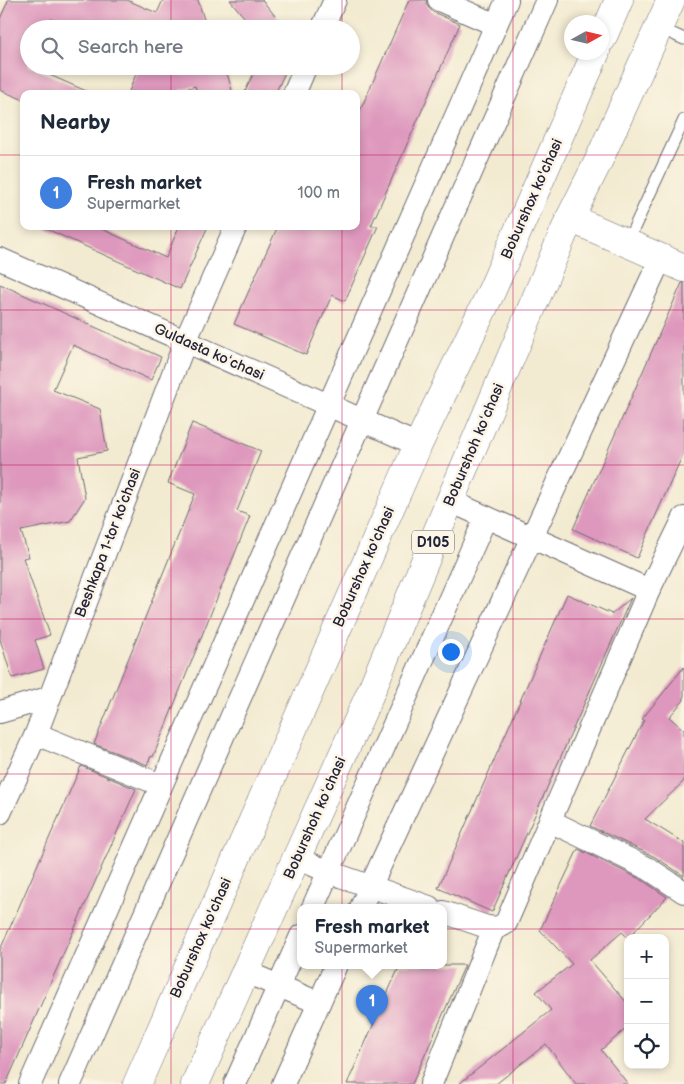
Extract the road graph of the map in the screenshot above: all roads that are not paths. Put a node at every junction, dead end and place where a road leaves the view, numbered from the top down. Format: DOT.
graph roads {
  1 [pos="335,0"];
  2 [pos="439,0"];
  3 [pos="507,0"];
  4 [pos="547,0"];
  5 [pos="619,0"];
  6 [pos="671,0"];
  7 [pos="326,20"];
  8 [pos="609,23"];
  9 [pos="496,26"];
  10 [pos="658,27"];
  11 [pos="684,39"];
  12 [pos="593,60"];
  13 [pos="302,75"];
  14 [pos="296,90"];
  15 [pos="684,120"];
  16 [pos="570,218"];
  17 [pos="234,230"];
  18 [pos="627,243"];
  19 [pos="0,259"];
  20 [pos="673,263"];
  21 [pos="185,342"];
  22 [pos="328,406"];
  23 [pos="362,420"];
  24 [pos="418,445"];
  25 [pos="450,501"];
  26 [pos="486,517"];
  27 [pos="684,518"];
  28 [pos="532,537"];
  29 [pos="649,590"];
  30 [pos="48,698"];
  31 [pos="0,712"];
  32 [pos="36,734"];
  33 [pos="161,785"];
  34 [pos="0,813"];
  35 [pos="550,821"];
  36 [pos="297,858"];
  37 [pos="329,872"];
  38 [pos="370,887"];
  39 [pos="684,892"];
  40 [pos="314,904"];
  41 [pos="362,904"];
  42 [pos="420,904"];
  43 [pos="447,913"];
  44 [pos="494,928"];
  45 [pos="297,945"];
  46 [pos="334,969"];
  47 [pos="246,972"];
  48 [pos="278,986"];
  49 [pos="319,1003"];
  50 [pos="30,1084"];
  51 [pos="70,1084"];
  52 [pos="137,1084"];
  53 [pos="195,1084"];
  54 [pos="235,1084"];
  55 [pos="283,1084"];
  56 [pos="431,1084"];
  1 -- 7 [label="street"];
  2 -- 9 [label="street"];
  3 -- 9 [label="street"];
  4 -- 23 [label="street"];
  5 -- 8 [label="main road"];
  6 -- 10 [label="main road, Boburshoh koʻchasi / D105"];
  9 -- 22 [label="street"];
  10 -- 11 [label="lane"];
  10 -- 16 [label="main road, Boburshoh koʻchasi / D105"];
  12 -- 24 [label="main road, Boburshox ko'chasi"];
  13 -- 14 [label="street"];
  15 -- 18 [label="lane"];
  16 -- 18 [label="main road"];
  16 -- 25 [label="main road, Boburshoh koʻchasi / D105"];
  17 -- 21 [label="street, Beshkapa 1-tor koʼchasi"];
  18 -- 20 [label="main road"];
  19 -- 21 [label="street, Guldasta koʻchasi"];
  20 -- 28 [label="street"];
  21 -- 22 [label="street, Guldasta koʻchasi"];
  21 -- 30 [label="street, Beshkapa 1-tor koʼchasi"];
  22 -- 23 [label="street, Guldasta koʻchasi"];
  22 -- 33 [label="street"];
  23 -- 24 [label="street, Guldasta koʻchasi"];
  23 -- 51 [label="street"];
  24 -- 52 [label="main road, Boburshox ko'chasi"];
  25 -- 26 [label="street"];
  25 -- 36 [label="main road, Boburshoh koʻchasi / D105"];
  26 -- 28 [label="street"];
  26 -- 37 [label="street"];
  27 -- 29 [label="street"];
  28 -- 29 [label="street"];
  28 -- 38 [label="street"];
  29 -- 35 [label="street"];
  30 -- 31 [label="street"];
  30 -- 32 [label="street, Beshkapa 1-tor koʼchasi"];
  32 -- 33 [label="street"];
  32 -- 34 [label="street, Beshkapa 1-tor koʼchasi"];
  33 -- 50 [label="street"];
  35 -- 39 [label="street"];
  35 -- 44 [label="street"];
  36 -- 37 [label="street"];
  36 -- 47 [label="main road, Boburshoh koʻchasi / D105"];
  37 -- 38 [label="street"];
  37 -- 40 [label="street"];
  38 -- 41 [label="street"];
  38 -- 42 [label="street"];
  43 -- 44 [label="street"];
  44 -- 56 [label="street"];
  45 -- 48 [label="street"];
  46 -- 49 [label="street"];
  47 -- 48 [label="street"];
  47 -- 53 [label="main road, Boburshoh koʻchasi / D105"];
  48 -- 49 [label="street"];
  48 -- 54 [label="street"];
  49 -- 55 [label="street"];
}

» BRIEF
For the records above, give every line again exactly and skip the pictures.

» ANSWER TO THIS EXERCISE
Extract the road graph of the map in the screenshot above: all roads that are not paths. Put a node at every junction, dead end and place where a road leaves the view, numbered from the top down. Format: DOT.
graph roads {
  1 [pos="335,0"];
  2 [pos="439,0"];
  3 [pos="507,0"];
  4 [pos="547,0"];
  5 [pos="619,0"];
  6 [pos="671,0"];
  7 [pos="326,20"];
  8 [pos="609,23"];
  9 [pos="496,26"];
  10 [pos="658,27"];
  11 [pos="684,39"];
  12 [pos="593,60"];
  13 [pos="302,75"];
  14 [pos="296,90"];
  15 [pos="684,120"];
  16 [pos="570,218"];
  17 [pos="234,230"];
  18 [pos="627,243"];
  19 [pos="0,259"];
  20 [pos="673,263"];
  21 [pos="185,342"];
  22 [pos="328,406"];
  23 [pos="362,420"];
  24 [pos="418,445"];
  25 [pos="450,501"];
  26 [pos="486,517"];
  27 [pos="684,518"];
  28 [pos="532,537"];
  29 [pos="649,590"];
  30 [pos="48,698"];
  31 [pos="0,712"];
  32 [pos="36,734"];
  33 [pos="161,785"];
  34 [pos="0,813"];
  35 [pos="550,821"];
  36 [pos="297,858"];
  37 [pos="329,872"];
  38 [pos="370,887"];
  39 [pos="684,892"];
  40 [pos="314,904"];
  41 [pos="362,904"];
  42 [pos="420,904"];
  43 [pos="447,913"];
  44 [pos="494,928"];
  45 [pos="297,945"];
  46 [pos="334,969"];
  47 [pos="246,972"];
  48 [pos="278,986"];
  49 [pos="319,1003"];
  50 [pos="30,1084"];
  51 [pos="70,1084"];
  52 [pos="137,1084"];
  53 [pos="195,1084"];
  54 [pos="235,1084"];
  55 [pos="283,1084"];
  56 [pos="431,1084"];
  1 -- 7 [label="street"];
  2 -- 9 [label="street"];
  3 -- 9 [label="street"];
  4 -- 23 [label="street"];
  5 -- 8 [label="main road"];
  6 -- 10 [label="main road, Boburshoh koʻchasi / D105"];
  9 -- 22 [label="street"];
  10 -- 11 [label="lane"];
  10 -- 16 [label="main road, Boburshoh koʻchasi / D105"];
  12 -- 24 [label="main road, Boburshox ko'chasi"];
  13 -- 14 [label="street"];
  15 -- 18 [label="lane"];
  16 -- 18 [label="main road"];
  16 -- 25 [label="main road, Boburshoh koʻchasi / D105"];
  17 -- 21 [label="street, Beshkapa 1-tor koʼchasi"];
  18 -- 20 [label="main road"];
  19 -- 21 [label="street, Guldasta koʻchasi"];
  20 -- 28 [label="street"];
  21 -- 22 [label="street, Guldasta koʻchasi"];
  21 -- 30 [label="street, Beshkapa 1-tor koʼchasi"];
  22 -- 23 [label="street, Guldasta koʻchasi"];
  22 -- 33 [label="street"];
  23 -- 24 [label="street, Guldasta koʻchasi"];
  23 -- 51 [label="street"];
  24 -- 52 [label="main road, Boburshox ko'chasi"];
  25 -- 26 [label="street"];
  25 -- 36 [label="main road, Boburshoh koʻchasi / D105"];
  26 -- 28 [label="street"];
  26 -- 37 [label="street"];
  27 -- 29 [label="street"];
  28 -- 29 [label="street"];
  28 -- 38 [label="street"];
  29 -- 35 [label="street"];
  30 -- 31 [label="street"];
  30 -- 32 [label="street, Beshkapa 1-tor koʼchasi"];
  32 -- 33 [label="street"];
  32 -- 34 [label="street, Beshkapa 1-tor koʼchasi"];
  33 -- 50 [label="street"];
  35 -- 39 [label="street"];
  35 -- 44 [label="street"];
  36 -- 37 [label="street"];
  36 -- 47 [label="main road, Boburshoh koʻchasi / D105"];
  37 -- 38 [label="street"];
  37 -- 40 [label="street"];
  38 -- 41 [label="street"];
  38 -- 42 [label="street"];
  43 -- 44 [label="street"];
  44 -- 56 [label="street"];
  45 -- 48 [label="street"];
  46 -- 49 [label="street"];
  47 -- 48 [label="street"];
  47 -- 53 [label="main road, Boburshoh koʻchasi / D105"];
  48 -- 49 [label="street"];
  48 -- 54 [label="street"];
  49 -- 55 [label="street"];
}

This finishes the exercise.